1. Sebagai motor penggerak penyusunan program PMKP rumah sakit;
2. Melakukan monitoring dan memandu penerapan program PMKP di unit kerja
3. Membantu dan melakukan koordinasi dengan pimpinan unit pelayanan dalam
memilih prioritas perbaikan, pengukuran mutu/indikator mutu, dan
menindaklanjuti hasil capaian indikator.
4. Melakukan koordinasi dan pengorganisasian pemilihan prioritas program di
tingkat unit kerja serta menggabungkan menjadi prioritas rumah sakit secara
keseluruhan. Prioritas program rumah sakit ini harus terkoordinasi dengan baik
dalam pelaksanaanya
5. Menentukan profil indikator mutu, metode analisis, dan validasi data dari data
indikator mutu yang dikumpulkan dari seluruh unit kerja di rumah sakit
6. Menyusun formulir untuk mengumpulkan data, menentukan jenis data, serta
bagaimana alur data dan pelaporan dilaksanakan
7. Menjalin komunikasi yang baik dengan semua pihak terkait serta menyampaikan
masalah terkait perlaksanaan program mutu dan keselamatan pasien
8. Terlibat secara penuh dalam kegiatan pendidikan dan pelatihan PMKP.
9. Bertanggung jawab untuk mengomunikasikan masalah-masalah mutu secara
rutin kepada semua staf
10. Menyusun kebijakan, pedoman, panduan, prosedur dan program peningkatan
mutu dan keselamatan pasien di RS Mulyasari Jakarta

35
11. Menjalankan peran untuk melakukan motivasi, edukasi, konsultasi, pemantauan
(monitoring) dan penilaian (evaluasi) tentang penerapan (implementasi) program
keselamatan pasien rumah sakit
12. Melakukan pencatatan, pelaporan insiden, analisa insiden serta mengembangkan
solusi untuk pembelajaran
13. Memberikan masukan dan pertimbangan kepada Direktur RS Mulyasari Jakarta
dalam rangka pengambilan kebijakan peningkatan mutu dan keselamatan pasien
rumah sakit dan
14. Membuat laporan kegiatan kepada Direktur RS Mulyasari Jakarta

E. Uraian Tugas
1. Ketua
a.

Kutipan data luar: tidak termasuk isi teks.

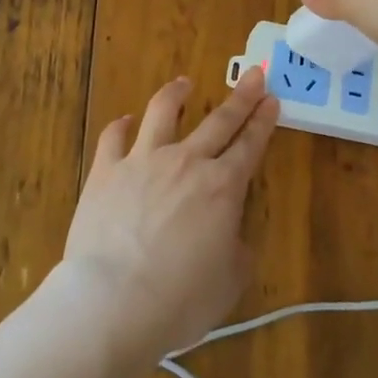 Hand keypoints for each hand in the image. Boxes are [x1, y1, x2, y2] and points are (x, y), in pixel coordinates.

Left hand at [61, 67, 279, 360]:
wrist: (114, 302)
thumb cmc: (181, 299)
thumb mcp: (230, 279)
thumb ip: (236, 248)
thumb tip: (229, 235)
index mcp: (222, 187)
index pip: (250, 145)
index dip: (263, 121)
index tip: (271, 99)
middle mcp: (186, 163)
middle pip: (219, 121)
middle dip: (241, 97)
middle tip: (254, 75)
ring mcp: (142, 161)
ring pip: (162, 113)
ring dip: (177, 94)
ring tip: (184, 83)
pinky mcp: (105, 171)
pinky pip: (113, 137)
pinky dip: (121, 126)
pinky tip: (125, 121) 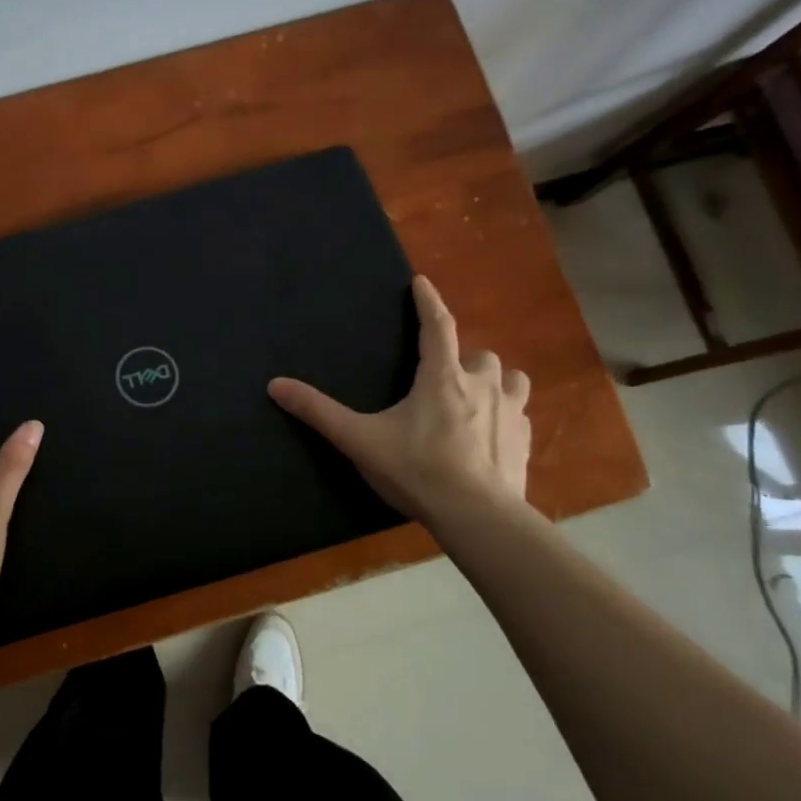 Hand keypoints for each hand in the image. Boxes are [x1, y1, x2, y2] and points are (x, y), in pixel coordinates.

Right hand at [268, 275, 529, 519]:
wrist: (478, 517)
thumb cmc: (417, 470)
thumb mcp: (360, 440)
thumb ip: (319, 412)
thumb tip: (276, 385)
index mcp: (442, 378)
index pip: (437, 326)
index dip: (428, 302)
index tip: (421, 283)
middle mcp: (482, 386)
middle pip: (480, 355)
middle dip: (464, 359)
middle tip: (444, 375)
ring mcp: (511, 414)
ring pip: (510, 380)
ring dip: (494, 382)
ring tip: (476, 398)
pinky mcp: (525, 443)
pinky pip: (520, 416)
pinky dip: (507, 417)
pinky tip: (492, 436) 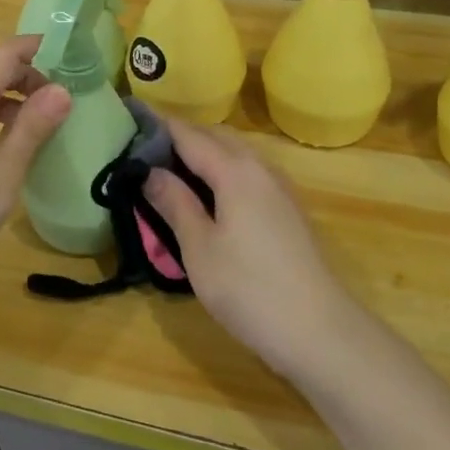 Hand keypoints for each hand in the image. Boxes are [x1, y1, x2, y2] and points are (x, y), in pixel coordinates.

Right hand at [142, 118, 355, 378]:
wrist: (320, 331)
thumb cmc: (249, 289)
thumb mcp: (199, 248)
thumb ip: (174, 203)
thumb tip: (150, 171)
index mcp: (235, 170)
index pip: (189, 134)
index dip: (159, 125)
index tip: (130, 119)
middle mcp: (260, 168)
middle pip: (215, 137)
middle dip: (181, 136)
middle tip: (144, 151)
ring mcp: (279, 187)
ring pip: (235, 153)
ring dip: (204, 152)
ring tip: (171, 171)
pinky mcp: (288, 208)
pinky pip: (248, 172)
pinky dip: (223, 170)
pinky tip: (209, 195) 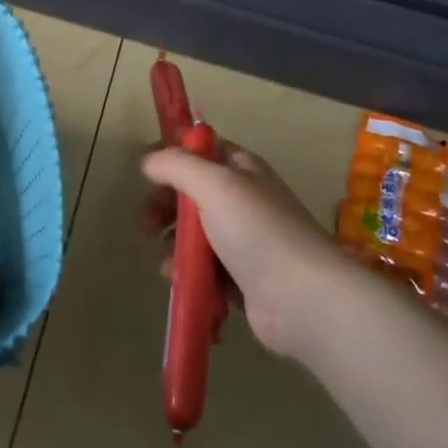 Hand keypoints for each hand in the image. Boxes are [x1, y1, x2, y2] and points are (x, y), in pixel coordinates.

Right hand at [141, 141, 362, 359]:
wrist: (301, 297)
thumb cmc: (256, 230)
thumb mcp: (213, 184)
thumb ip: (176, 165)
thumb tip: (148, 161)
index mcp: (241, 169)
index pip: (200, 150)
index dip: (171, 158)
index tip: (146, 177)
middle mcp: (242, 199)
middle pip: (190, 193)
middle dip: (165, 208)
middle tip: (150, 226)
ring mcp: (242, 239)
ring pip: (193, 234)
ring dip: (174, 246)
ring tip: (169, 263)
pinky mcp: (239, 275)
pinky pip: (203, 266)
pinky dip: (189, 271)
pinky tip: (182, 281) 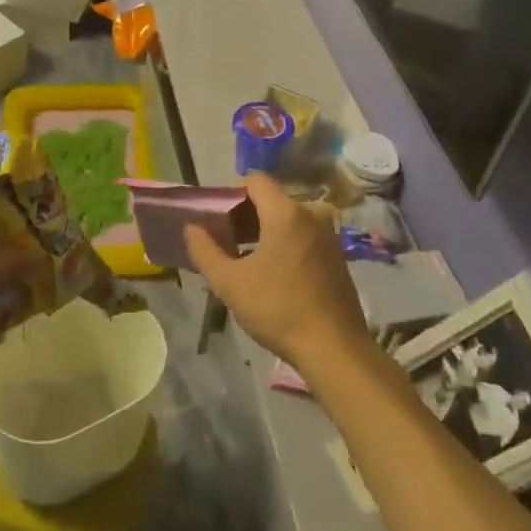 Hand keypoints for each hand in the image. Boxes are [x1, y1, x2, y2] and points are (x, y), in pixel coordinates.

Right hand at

Memastikan seluruh anggota komite aktif dalam pelaksanaan dan pelaporan
upaya PMKP.
b. Mengkoordinasikan kegiatan dan pelaporan yang termasuk dalam tugas dan
fungsi Komite PMKP.
2. Sekretaris
a. Mengatur waktu dan tempat pertemuan,
b. Memastikan kuorum, agenda dan perlengkapan pertemuan.
c. Menulis notulen pertemuan Komite PMKP dan disampaikan kepada
Direktur.
d. Mengumpulkan dan menginventarisasi laporan-laporan PMKP.
e. Menyiapkan laporan periodic.

3. Tim Peningkatan Mutu


a. Berkoordinasi dengan komite medik untuk:
1) Menyusun dan merevisi panduan clinical pathway,
2) Melaksanakan minimal 5 clinical pathway,
3) Mengaudit pelaksanaan clinical pathway melalui rekam medis.

36
b. Berkoordinasi dengan unit-unit untuk melakukan kegiatan perencanaan,
pelaksanaan, pengawasan dan evaluasi program peningkatan mutu.
c. Menjalankan program mutu melalui proses penyusunan profil indikator,
pemilihan data, pengumpulan data, analisis data, validasi data, dan publikasi
data indikator area mutu klinis, indikator area mutu manajemen.
d. Mengumpulkan dan mencatat sensus harian indikator mutu dari penanggung
jawab pengumpulan data.
e. Melakukan evaluasi dan tindak lanjut rekomendasi perbaikan.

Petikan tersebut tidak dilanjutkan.